THE INVESTMENT
HOUSE FUNDS
August 15, 2012
U.S. Securities and Exchange Commission
Division of Investment Management
100 F Street, N.E.
Re: | The Investment House Funds, formerly GKM Funds (the "Trust") |
| File Nos. 811-10529 and 333-71402 |
Response to Commission’s Comments on Preliminary Proxy
Statement filed on July 25, 2012
Ladies and Gentlemen:
Mr. Bryan Thompson of the Commission staff contacted us to provide comments on the Preliminary Proxy Statement filed with the Commission on July 25, 2012. Below we set forth the comment along with our response:
Comment: Please explain how the actions taken by the Board of Trustees in response to the termination of the investment management agreement between The GKM Funds and First Western Investment Management comply with the requirements of Section 15 and Rule 15a-4 of the Investment Company Act of 1940 (the “1940 Act”).

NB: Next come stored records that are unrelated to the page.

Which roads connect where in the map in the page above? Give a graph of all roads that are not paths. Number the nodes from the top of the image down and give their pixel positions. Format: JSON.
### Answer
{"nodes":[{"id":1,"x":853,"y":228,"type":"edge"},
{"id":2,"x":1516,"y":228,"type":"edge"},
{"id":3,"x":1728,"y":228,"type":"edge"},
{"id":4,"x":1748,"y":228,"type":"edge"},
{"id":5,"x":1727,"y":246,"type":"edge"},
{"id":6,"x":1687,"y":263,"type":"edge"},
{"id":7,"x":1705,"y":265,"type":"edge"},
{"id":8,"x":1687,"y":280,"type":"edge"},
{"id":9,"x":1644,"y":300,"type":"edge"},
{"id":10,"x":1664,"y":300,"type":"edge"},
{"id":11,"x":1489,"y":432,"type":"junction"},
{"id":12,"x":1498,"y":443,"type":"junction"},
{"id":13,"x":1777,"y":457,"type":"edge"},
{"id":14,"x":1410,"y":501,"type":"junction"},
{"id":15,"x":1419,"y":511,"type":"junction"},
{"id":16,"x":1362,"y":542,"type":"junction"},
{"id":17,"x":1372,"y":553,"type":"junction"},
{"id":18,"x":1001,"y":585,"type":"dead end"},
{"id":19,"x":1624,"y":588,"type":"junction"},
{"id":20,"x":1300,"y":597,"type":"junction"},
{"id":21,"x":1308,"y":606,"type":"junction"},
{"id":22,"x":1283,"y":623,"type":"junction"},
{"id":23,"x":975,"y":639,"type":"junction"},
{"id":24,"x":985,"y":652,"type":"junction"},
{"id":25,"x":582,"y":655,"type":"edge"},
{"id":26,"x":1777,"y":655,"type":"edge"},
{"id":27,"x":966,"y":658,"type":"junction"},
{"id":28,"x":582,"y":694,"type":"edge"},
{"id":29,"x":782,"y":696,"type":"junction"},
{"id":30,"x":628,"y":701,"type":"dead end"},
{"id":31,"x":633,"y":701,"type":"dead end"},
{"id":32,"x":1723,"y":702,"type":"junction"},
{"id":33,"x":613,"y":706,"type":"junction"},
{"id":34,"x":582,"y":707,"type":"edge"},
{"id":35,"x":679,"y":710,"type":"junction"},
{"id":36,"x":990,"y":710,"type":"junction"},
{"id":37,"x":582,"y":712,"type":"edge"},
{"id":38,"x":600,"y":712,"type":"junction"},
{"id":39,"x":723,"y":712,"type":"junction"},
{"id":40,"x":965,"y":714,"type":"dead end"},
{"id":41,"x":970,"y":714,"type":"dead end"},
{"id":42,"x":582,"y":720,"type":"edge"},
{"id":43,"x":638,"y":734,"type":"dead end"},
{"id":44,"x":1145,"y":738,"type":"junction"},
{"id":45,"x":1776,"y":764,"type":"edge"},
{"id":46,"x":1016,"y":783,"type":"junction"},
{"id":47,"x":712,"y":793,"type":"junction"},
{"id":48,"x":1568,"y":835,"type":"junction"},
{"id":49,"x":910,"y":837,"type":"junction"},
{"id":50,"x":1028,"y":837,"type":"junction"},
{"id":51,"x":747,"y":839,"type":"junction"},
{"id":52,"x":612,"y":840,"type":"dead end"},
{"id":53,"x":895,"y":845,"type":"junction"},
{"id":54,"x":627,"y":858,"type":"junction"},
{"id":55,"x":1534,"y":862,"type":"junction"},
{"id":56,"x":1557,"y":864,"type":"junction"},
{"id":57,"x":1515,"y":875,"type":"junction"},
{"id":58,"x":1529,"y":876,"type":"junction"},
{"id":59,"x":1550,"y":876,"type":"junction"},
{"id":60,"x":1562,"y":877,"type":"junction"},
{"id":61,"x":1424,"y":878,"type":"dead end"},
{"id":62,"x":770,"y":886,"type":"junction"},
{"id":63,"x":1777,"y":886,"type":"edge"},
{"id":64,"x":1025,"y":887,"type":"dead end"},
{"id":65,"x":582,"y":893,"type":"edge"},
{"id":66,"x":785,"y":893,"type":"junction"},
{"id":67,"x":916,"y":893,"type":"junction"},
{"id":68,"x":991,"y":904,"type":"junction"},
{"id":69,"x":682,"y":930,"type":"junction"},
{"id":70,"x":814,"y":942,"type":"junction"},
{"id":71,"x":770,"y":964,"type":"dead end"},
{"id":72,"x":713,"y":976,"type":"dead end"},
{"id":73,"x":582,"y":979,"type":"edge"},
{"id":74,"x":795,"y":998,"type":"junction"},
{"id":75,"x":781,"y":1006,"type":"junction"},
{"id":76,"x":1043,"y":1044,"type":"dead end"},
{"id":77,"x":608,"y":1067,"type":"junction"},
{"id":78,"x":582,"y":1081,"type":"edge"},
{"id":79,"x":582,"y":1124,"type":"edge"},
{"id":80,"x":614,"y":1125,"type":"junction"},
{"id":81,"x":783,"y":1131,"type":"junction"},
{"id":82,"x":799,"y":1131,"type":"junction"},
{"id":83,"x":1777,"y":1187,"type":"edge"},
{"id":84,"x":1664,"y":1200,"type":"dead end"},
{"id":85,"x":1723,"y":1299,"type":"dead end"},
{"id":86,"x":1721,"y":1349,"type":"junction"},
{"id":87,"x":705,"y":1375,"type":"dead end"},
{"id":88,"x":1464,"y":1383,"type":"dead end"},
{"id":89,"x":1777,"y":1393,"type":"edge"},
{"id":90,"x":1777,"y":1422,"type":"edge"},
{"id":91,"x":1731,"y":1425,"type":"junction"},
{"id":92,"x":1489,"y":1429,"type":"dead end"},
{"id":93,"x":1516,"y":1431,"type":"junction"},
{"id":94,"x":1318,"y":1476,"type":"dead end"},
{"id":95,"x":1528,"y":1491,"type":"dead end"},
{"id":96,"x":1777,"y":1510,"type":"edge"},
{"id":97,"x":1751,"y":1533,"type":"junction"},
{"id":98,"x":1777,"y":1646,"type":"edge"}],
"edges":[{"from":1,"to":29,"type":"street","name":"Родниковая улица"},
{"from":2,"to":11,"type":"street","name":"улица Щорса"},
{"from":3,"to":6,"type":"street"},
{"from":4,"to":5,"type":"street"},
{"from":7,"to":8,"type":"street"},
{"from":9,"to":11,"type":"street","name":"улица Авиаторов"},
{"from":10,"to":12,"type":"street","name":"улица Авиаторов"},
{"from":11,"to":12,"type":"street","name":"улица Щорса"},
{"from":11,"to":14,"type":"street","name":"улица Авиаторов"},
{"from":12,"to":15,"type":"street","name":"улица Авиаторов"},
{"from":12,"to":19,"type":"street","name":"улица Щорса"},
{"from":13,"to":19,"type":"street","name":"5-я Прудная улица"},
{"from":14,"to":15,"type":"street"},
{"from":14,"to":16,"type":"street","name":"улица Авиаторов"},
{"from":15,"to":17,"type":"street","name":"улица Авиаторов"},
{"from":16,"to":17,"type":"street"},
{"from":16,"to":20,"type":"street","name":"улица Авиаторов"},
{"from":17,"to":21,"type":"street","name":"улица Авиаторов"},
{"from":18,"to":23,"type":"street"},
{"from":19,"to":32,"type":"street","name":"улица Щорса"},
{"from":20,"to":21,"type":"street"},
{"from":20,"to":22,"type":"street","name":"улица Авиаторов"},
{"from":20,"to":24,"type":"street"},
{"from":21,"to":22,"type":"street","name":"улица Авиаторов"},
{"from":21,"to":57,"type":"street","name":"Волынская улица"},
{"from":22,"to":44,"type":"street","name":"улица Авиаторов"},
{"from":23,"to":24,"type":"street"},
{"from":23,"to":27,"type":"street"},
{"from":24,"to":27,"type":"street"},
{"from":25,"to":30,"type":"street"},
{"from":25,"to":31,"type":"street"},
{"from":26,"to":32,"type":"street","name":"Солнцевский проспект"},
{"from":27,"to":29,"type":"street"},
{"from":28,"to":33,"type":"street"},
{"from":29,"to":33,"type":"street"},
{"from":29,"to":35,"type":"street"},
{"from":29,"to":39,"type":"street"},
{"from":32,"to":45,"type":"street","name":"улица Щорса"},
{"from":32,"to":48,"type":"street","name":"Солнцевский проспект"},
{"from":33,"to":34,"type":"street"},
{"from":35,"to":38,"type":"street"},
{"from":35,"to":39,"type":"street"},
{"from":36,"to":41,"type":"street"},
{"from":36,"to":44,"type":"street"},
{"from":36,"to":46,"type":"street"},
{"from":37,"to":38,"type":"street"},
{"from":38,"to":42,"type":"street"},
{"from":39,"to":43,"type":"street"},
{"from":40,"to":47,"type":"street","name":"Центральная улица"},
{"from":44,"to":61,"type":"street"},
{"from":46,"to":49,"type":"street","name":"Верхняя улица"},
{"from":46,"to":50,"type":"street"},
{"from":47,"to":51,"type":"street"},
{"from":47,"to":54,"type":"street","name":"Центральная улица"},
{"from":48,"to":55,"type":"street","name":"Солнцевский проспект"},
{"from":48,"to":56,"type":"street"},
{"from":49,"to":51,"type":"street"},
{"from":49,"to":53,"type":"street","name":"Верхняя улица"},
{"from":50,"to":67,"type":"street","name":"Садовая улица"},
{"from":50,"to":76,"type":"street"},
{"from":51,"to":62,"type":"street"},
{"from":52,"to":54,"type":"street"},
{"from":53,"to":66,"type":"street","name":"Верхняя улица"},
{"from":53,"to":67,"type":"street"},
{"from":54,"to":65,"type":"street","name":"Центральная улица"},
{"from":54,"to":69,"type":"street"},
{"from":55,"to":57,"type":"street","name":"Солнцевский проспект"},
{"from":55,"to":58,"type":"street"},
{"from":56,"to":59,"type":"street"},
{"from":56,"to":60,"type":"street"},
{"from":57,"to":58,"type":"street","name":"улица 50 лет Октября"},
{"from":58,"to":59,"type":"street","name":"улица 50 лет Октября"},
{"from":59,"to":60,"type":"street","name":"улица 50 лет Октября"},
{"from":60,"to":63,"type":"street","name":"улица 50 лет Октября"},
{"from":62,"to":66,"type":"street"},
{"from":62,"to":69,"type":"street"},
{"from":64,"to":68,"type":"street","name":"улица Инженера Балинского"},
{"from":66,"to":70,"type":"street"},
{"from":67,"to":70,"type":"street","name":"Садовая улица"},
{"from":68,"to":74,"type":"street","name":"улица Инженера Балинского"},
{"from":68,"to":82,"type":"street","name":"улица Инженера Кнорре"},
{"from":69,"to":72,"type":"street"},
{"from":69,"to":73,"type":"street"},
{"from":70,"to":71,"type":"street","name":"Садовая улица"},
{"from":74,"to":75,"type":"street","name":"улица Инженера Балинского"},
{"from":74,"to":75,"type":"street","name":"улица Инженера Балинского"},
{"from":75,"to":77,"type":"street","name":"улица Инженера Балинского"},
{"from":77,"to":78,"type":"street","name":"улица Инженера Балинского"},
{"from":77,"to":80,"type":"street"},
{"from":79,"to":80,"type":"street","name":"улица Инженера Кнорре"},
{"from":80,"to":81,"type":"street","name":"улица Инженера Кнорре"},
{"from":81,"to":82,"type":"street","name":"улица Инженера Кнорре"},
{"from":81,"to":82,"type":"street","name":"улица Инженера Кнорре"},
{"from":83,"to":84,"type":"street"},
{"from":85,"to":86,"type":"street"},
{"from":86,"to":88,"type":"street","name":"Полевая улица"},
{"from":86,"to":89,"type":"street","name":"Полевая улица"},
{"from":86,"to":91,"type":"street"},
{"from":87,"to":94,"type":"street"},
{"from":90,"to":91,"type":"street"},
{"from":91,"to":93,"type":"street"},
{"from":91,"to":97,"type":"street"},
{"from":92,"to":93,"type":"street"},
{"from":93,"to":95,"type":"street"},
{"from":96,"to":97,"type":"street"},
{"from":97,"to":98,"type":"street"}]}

Response: The following is a summary of the relevant Board actions and legal analysis regarding of the Fund’s portfolio management transition.
At a Special Board Meeting held on April 30, 2012, Mr. Wahl notified the Board that he, along with Mr. Jed M. Cohen (both co-portfolio managers to the Fund), had decided to resign,
effective at the end of that business day, from First Western Investment Management, Inc. (“FWIM”), the investment adviser to the GKM Growth Fund (the “Fund”). The Board evaluated the Fund’s immediate portfolio management requirements. They considered, among other things, the high quality of Mr. Wahl’s portfolio management services to the Fund since the Fund’s inception and their view that FWIM would be left with insufficient expertise to manage the portfolio.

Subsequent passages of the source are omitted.